Flipping houses did not resort to 39-year-old businessman, who is launching a technology incubator based in Vancouver to help their Chinese friends born invest in new local enterprises.
"Chinese people I know ... I've already bought enough houses, you really want to buy more," Liu, who was also born in China and co-founder of venture capital firm Ventures Nextplay said. "Now they want to invest in technology or other industries that can give a good return on investment."
Liu represents what real estate agents, lawyers and immigration consultants say it is a transformative change where individuals and wealthy Asian families, mainly from mainland China, putting money in British Columbia, the province of the West Coast.
Vancouver has been a destination for Asian immigrants for decades, helping to make the most expensive housing market in Canada and one consistently rated as less affordable in North America. Houses and luxury condominiums in the Vancouver area have been investment of choice both for newcomers wealthy and investors based in China putting money abroad.
But with the Vancouver market looks expensive, many of these investors are looking for other opportunities. They range from hotels and golf courses aimed at the Chinese berry farms tourists, mineral springs, and wineries that export to Asia.
"The capital days parking in five houses in Vancouver have passed," said Richard Kurland, a local immigration attorney.
While agencies and industry associations contacted by Reuters figures do not include the provincial foreign investment in commercial property, no wireless data supporting anecdotal evidence.
Hotel sales to buyers who have ties with China increased to four in 2014 from one in 2011, according to sales information provided to Reuters by the global hotel consulting firm HVS. And reports of the growing demand for wineries and farms has coincided with a jump of 60% in the value of wine exports to China of British Columbia from 2010 to 2013, and a doubling in the value of exports of agricultural food China in the same period.
The service of the new wave says Chinese investors are also trying to take root and build a local business for their children, British Columbia mild climate and clean air as more desirable increasingly seen that cities with pollution hitting China.

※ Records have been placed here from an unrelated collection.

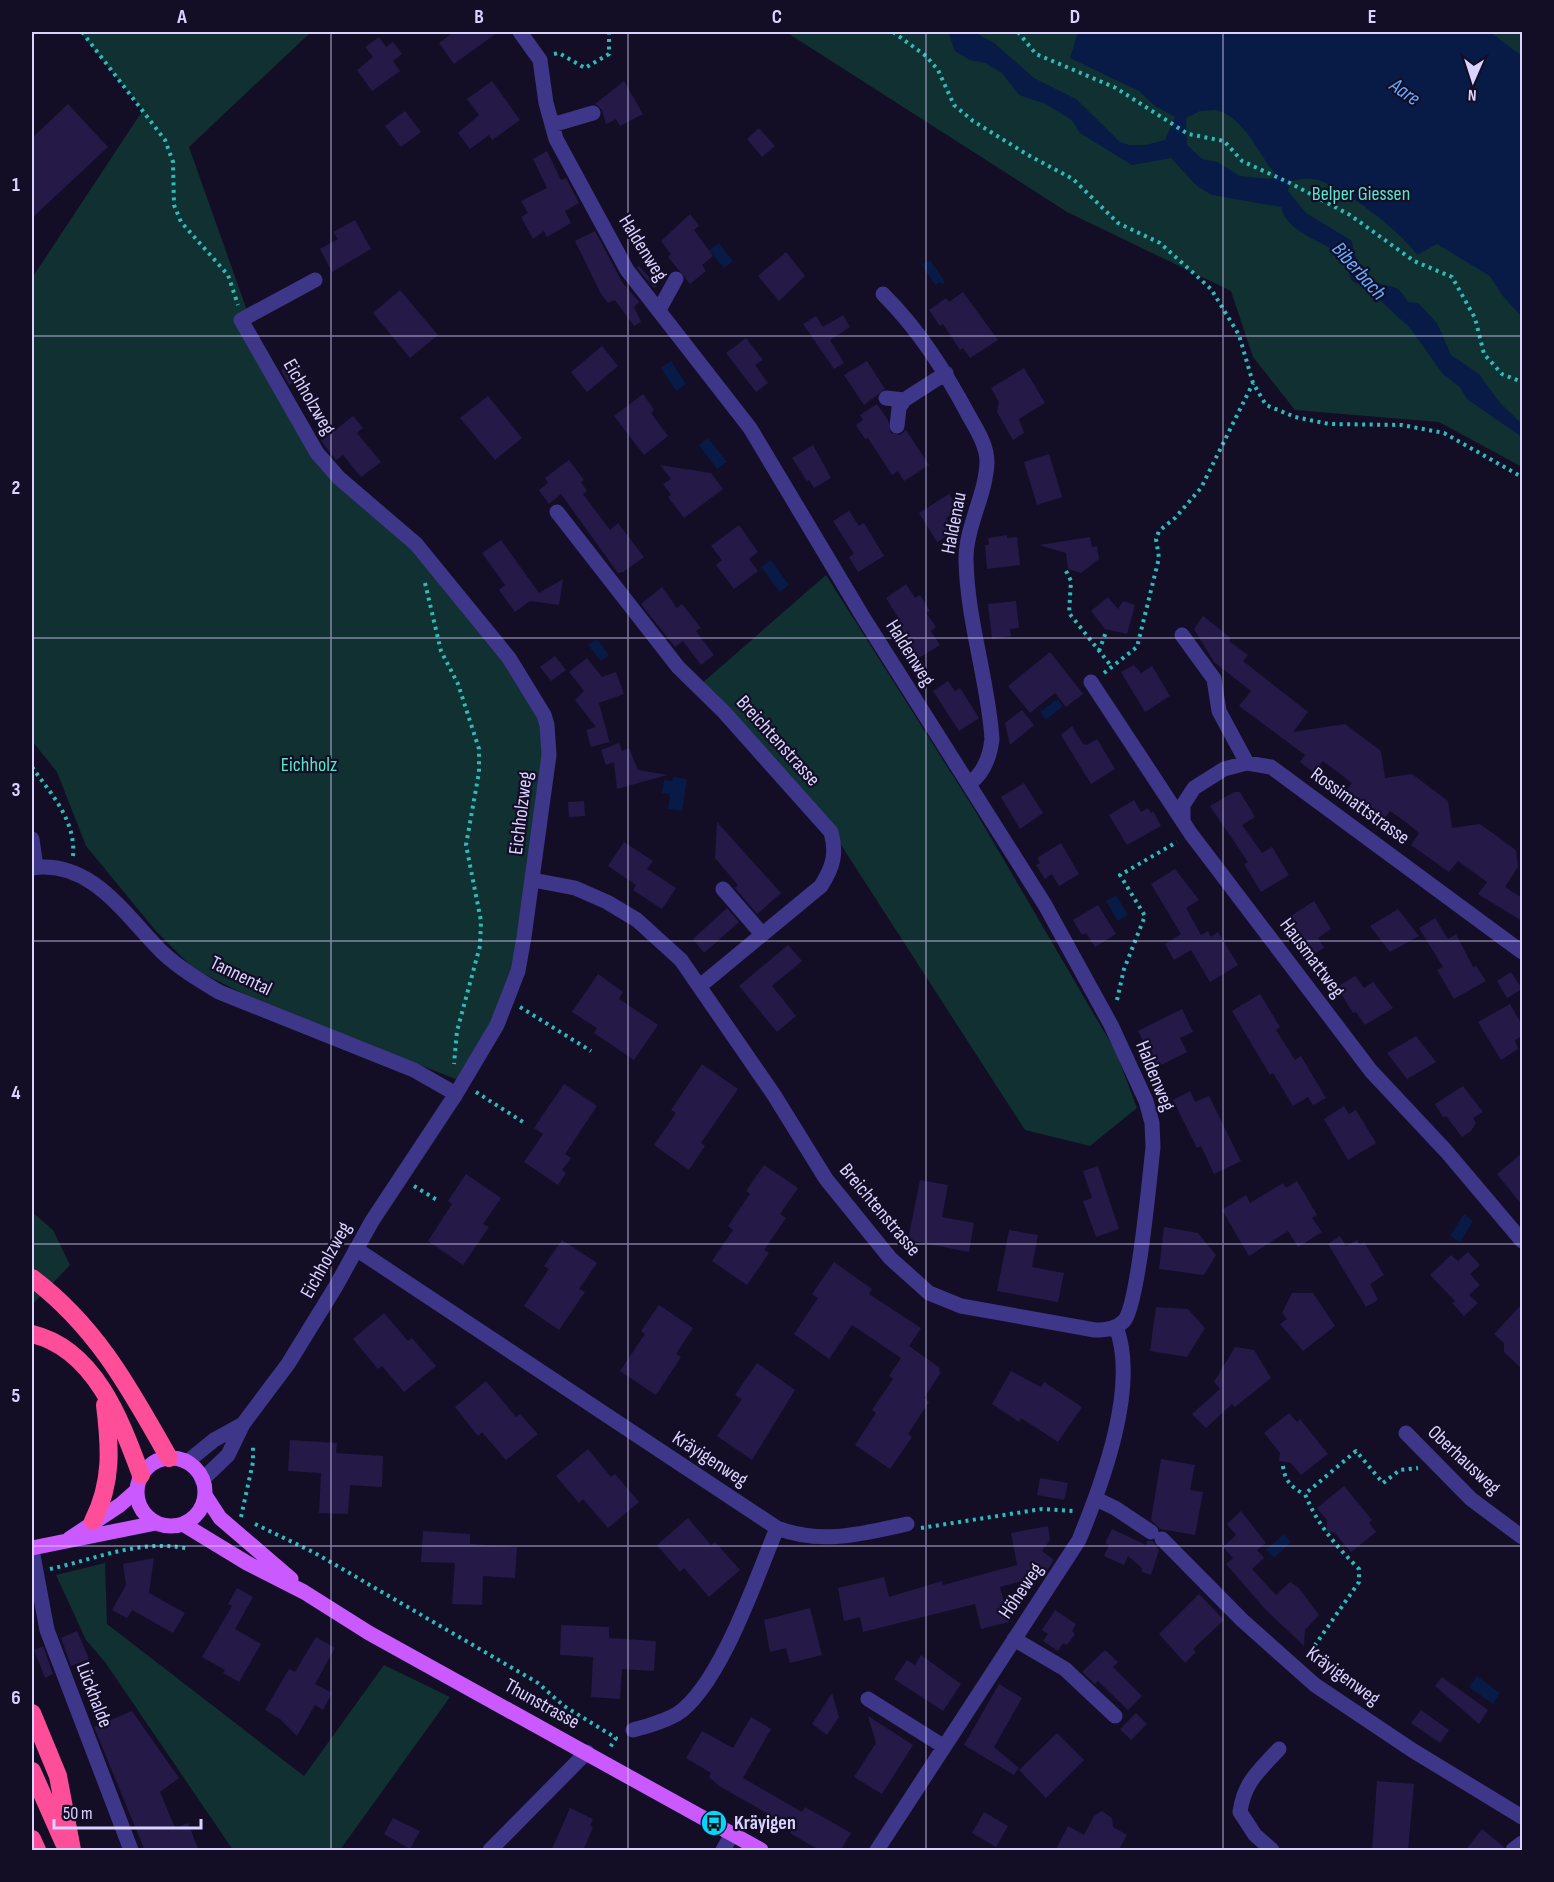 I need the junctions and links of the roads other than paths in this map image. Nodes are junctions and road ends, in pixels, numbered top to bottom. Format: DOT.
graph roads {
  1 [pos="520,32"];
  2 [pos="593,113"];
  3 [pos="552,125"];
  4 [pos="676,279"];
  5 [pos="315,280"];
  6 [pos="883,294"];
  7 [pos="659,310"];
  8 [pos="946,373"];
  9 [pos="886,398"];
  10 [pos="904,400"];
  11 [pos="897,426"];
  12 [pos="557,512"];
  13 [pos="1182,635"];
  14 [pos="1091,682"];
  15 [pos="1247,763"];
  16 [pos="969,784"];
  17 [pos="1187,828"];
  18 [pos="32,840"];
  19 [pos="34,867"];
  20 [pos="533,880"];
  21 [pos="723,889"];
  22 [pos="762,934"];
  23 [pos="1522,952"];
  24 [pos="700,986"];
  25 [pos="459,1089"];
  26 [pos="1522,1241"];
  27 [pos="356,1249"];
  28 [pos="32,1278"];
  29 [pos="1116,1327"];
  30 [pos="32,1334"];
  31 [pos="103,1394"];
  32 [pos="245,1423"];
  33 [pos="1406,1433"];
  34 [pos="169,1458"];
  35 [pos="187,1462"];
  36 [pos="139,1483"];
  37 [pos="204,1487"];
  38 [pos="1096,1499"];
  39 [pos="93,1521"];
  40 [pos="156,1522"];
  41 [pos="183,1524"];
  42 [pos="907,1524"];
  43 [pos="777,1528"];
  44 [pos="1522,1537"];
  45 [pos="68,1539"];
  46 [pos="32,1549"];
  47 [pos="304,1592"];
  48 [pos="1014,1639"];
  49 [pos="868,1699"];
  50 [pos="32,1713"];
  51 [pos="1115,1716"];
  52 [pos="633,1730"];
  53 [pos="943,1746"];
  54 [pos="1279,1749"];
  55 [pos="594,1756"];
  56 [pos="32,1772"];
  57 [pos="1522,1818"];
  58 [pos="732,1834"];
  59 [pos="32,1839"];
  60 [pos="1522,1843"];
  61 [pos="37,1851"];
  62 [pos="67,1851"];
  63 [pos="72,1851"];
  64 [pos="131,1851"];
  65 [pos="489,1851"];
  66 [pos="723,1851"];
  67 [pos="761,1851"];
  68 [pos="877,1851"];
  69 [pos="1272,1851"];
  70 [pos="1513,1851"];
  1 -- 3 [label="street, Haldenweg"];
  2 -- 3 [label="street"];
  3 -- 7 [label="street, Haldenweg"];
  4 -- 7 [label="street"];
  5 -- 20 [label="street, Eichholzweg"];
  6 -- 8 [label="street, Haldenau"];
  7 -- 16 [label="street, Haldenweg"];
  8 -- 10 [label="street"];
  8 -- 16 [label="street, Haldenau"];
  9 -- 10 [label="street"];
  10 -- 11 [label="street"];
  12 -- 22 [label="street, Breichtenstrasse"];
  13 -- 15 [label="street"];
  14 -- 17 [label="street, Hausmattweg"];
  15 -- 17 [label="street"];
  15 -- 23 [label="street, Rossimattstrasse"];
  16 -- 29 [label="street, Haldenweg"];
  17 -- 26 [label="street, Hausmattweg"];
  18 -- 19 [label="street"];
  19 -- 25 [label="street, Tannental"];
  20 -- 24 [label="street, Breichtenstrasse"];
  20 -- 25 [label="street, Eichholzweg"];
  21 -- 22 [label="street"];
  22 -- 24 [label="street, Breichtenstrasse"];
  24 -- 29 [label="street, Breichtenstrasse"];
  25 -- 27 [label="street, Eichholzweg"];
  27 -- 32 [label="street, Eichholzweg"];
  27 -- 43 [label="street, Kräyigenweg"];
  28 -- 34 [label="highway"];
  29 -- 38 [label="street, Höheweg"];
  30 -- 31 [label="highway"];
  31 -- 36 [label="highway"];
  31 -- 39 [label="highway"];
  32 -- 35 [label="street, Eichholzweg"];
  32 -- 37 [label="street, Eichholzweg"];
  33 -- 44 [label="street, Oberhausweg"];
  34 -- 35 [label="main road"];
  34 -- 36 [label="main road"];
  35 -- 37 [label="main road"];
  36 -- 39 [label="main road"];
  36 -- 40 [label="main road"];
  37 -- 41 [label="main road"];
  37 -- 47 [label="main road, Thunstrasse"];
  38 -- 48 [label="street, Höheweg"];
  38 -- 57 [label="street, Kräyigenweg"];
  39 -- 45 [label="main road"];
  40 -- 41 [label="main road"];
  40 -- 45 [label="main road"];
  41 -- 47 [label="main road, Thunstrasse"];
  42 -- 43 [label="street, Kräyigenweg"];
  43 -- 52 [label="street"];
  45 -- 46 [label="main road"];
  46 -- 64 [label="street, Lückhalde"];
  47 -- 55 [label="main road, Thunstrasse"];
  48 -- 51 [label="street"];
  48 -- 53 [label="street, Höheweg"];
  49 -- 53 [label="street"];
  50 -- 63 [label="highway"];
  53 -- 68 [label="street, Höheweg"];
  54 -- 69 [label="street"];
  55 -- 58 [label="main road, Thunstrasse"];
  55 -- 65 [label="street"];
  56 -- 62 [label="highway"];
  58 -- 66 [label="street"];
  58 -- 67 [label="main road, Thunstrasse"];
  59 -- 61 [label="highway"];
  60 -- 70 [label="street"];
} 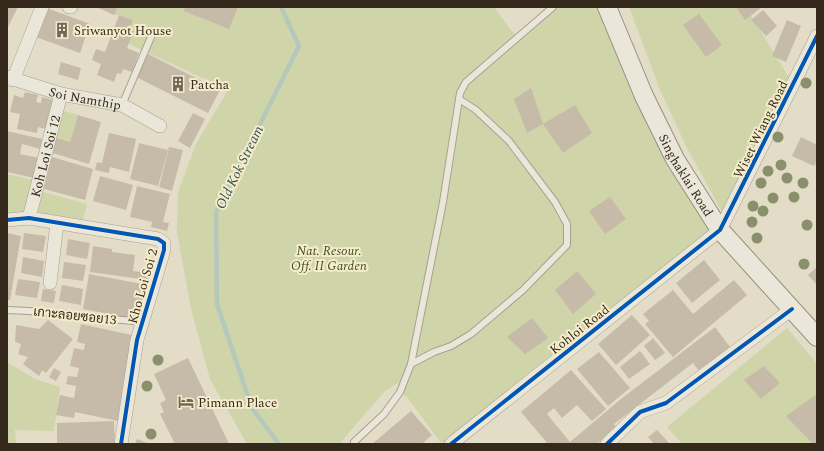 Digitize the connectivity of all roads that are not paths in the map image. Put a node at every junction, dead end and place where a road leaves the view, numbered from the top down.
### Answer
1 (42, 7) edge
2 (553, 7) edge
3 (607, 7) edge
4 (817, 36) edge
5 (150, 37) dead end
6 (10, 78) edge
7 (61, 94) junction
8 (459, 99) junction
9 (122, 105) junction
10 (160, 126) dead end
11 (29, 218) junction
12 (7, 220) edge
13 (57, 223) junction
14 (720, 230) junction
15 (50, 283) dead end
16 (792, 309) junction
17 (7, 310) edge
18 (143, 322) junction
19 (817, 337) edge
20 (411, 364) junction
21 (354, 442) dead end
22 (122, 444) edge
23 (450, 444) edge
24 (607, 444) edge

1 - 6 street
2 - 8 lane
3 - 14 main road, Singhaklai Road
4 - 14 street, Wiset Wiang Road
5 - 9 lane
6 - 7 street, Soi Namthip
7 - 9 street, Soi Namthip
7 - 11 street, Koh Loi Soi 12
8 - 20 lane
8 - 20 lane
9 - 10 street, Soi Namthip
11 - 12 street, Kho Loi Soi 2
11 - 13 street, Kho Loi Soi 2
13 - 15 street
13 - 18 street, Kho Loi Soi 2
14 - 16 main road, Singhaklai Road
14 - 23 street, Kohloi Road
16 - 19 main road, Singhaklai Road
16 - 24 street
17 - 18 lane, เกาะลอยซอย13
18 - 22 street, Kho Loi Soi 2
20 - 21 lane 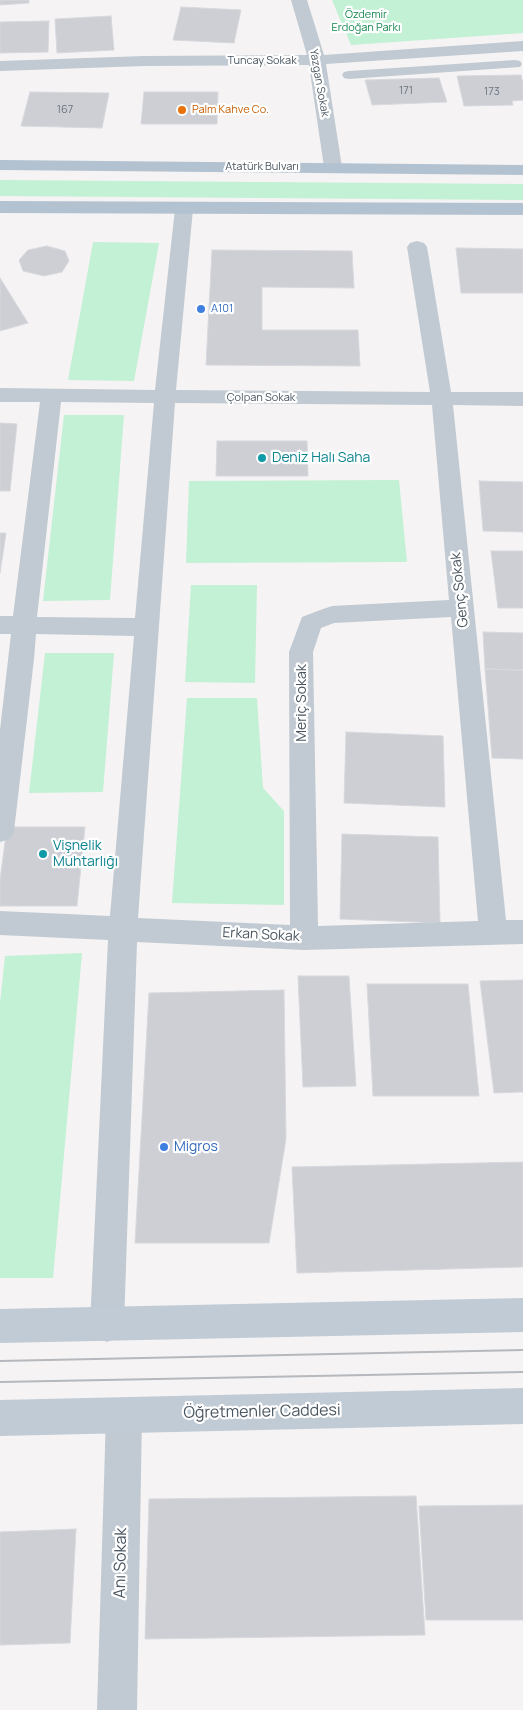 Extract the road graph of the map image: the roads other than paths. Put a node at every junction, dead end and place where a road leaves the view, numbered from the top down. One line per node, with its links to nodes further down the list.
1 (299, 0): 4 (street, Yazgan Sokak)
2 (523, 46): 3 (street, Tuncay Sokak)
3 (468, 58): 4 (street, Tuncay Sokak); 5 (lane); 7 (lane)
4 (317, 60): 6 (street, Tuncay Sokak); 9 (street, Yazgan Sokak)
5 (515, 64)
6 (0, 66)
7 (349, 75)
8 (0, 165): 9 (main road, Atatürk Bulvarı)
9 (333, 167): 10 (main road, Atatürk Bulvarı)
10 (523, 170)
11 (0, 207): 12 (main road)
12 (184, 209): 13 (main road); 17 (street)
13 (523, 210)
14 (417, 248): 19 (street, Genç Sokak)
15 (0, 395): 16 (street, Çolpan Sokak)
16 (51, 395): 17 (street, Çolpan Sokak); 21 (street)
17 (165, 397): 19 (street, Çolpan Sokak); 22 (street)
18 (523, 399): 19 (street, Çolpan Sokak)
19 (442, 400): 20 (street, Genç Sokak)
20 (462, 608): 27 (street, Genç Sokak); 28 (street, Meriç Sokak)
21 (12, 625): 22 (street); 23 (street)
22 (146, 627): 25 (street)
23 (0, 831)
24 (0, 923): 25 (street, Erkan Sokak)
25 (123, 928): 28 (street, Erkan Sokak); 30 (street)
26 (523, 932): 27 (street, Erkan Sokak)
27 (493, 933): 28 (street, Erkan Sokak)
28 (304, 938)
29 (523, 1315): 30 (main road)
30 (107, 1325): 31 (main road)
31 (0, 1326)
32 (523, 1406): 33 (main road, Öğretmenler Caddesi)
33 (124, 1416): 34 (main road, Öğretmenler Caddesi); 35 (street, Anı Sokak)
34 (0, 1418)
35 (117, 1710) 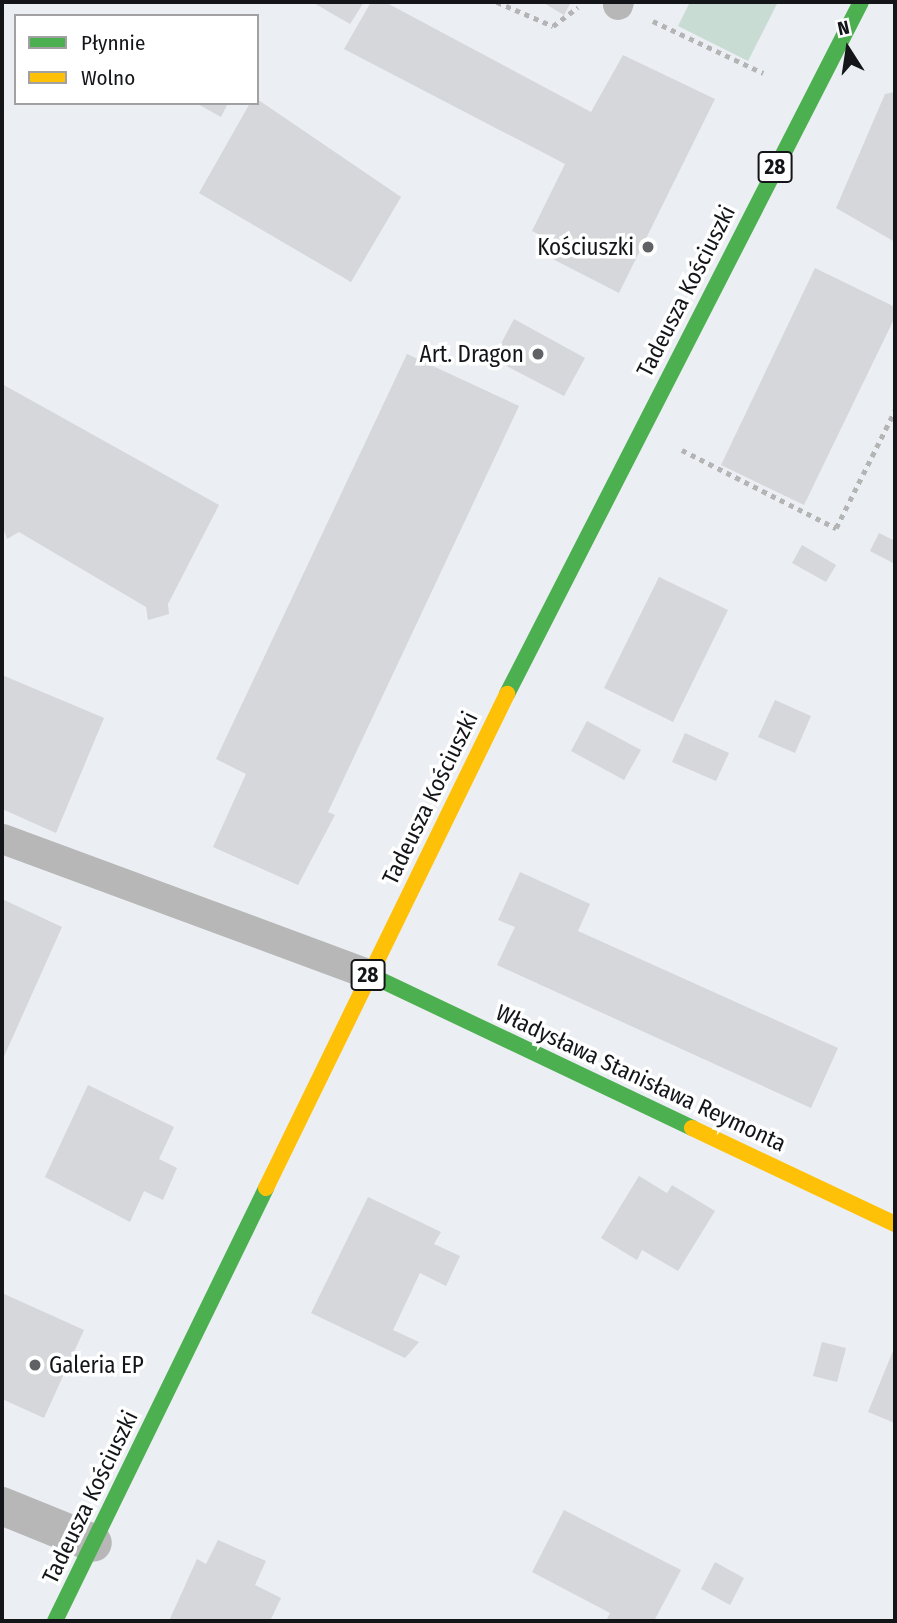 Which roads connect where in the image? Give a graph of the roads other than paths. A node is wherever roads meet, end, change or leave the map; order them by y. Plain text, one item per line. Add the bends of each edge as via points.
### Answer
1 (861, 2) edge
2 (3, 839) edge
3 (368, 974) junction
4 (895, 1224) edge
5 (2, 1506) edge
6 (93, 1543) junction
7 (55, 1621) edge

This marks a change from a tradition among many wealthy families who had lived in Canada just enough time to secure citizenship, and to put their children to school, before returning to Asia.
The recent increase in demand for commercial land, resort properties, and even entire villages has coincided with China, Xi Jinping, President of "Operation Fox Hunt," which aims to catch the allegedly corrupt officials who have moved abroad and to seize their assets.
The crackdown on corruption has business people, even legitimate worried about the future and looking to diversify their holdings, say those who serve this community.
"It has to do with the political climate perceived in China," said Alice Chen, managing director of Sky Capital Group, which advises wealthy Chinese in acquisition opportunities.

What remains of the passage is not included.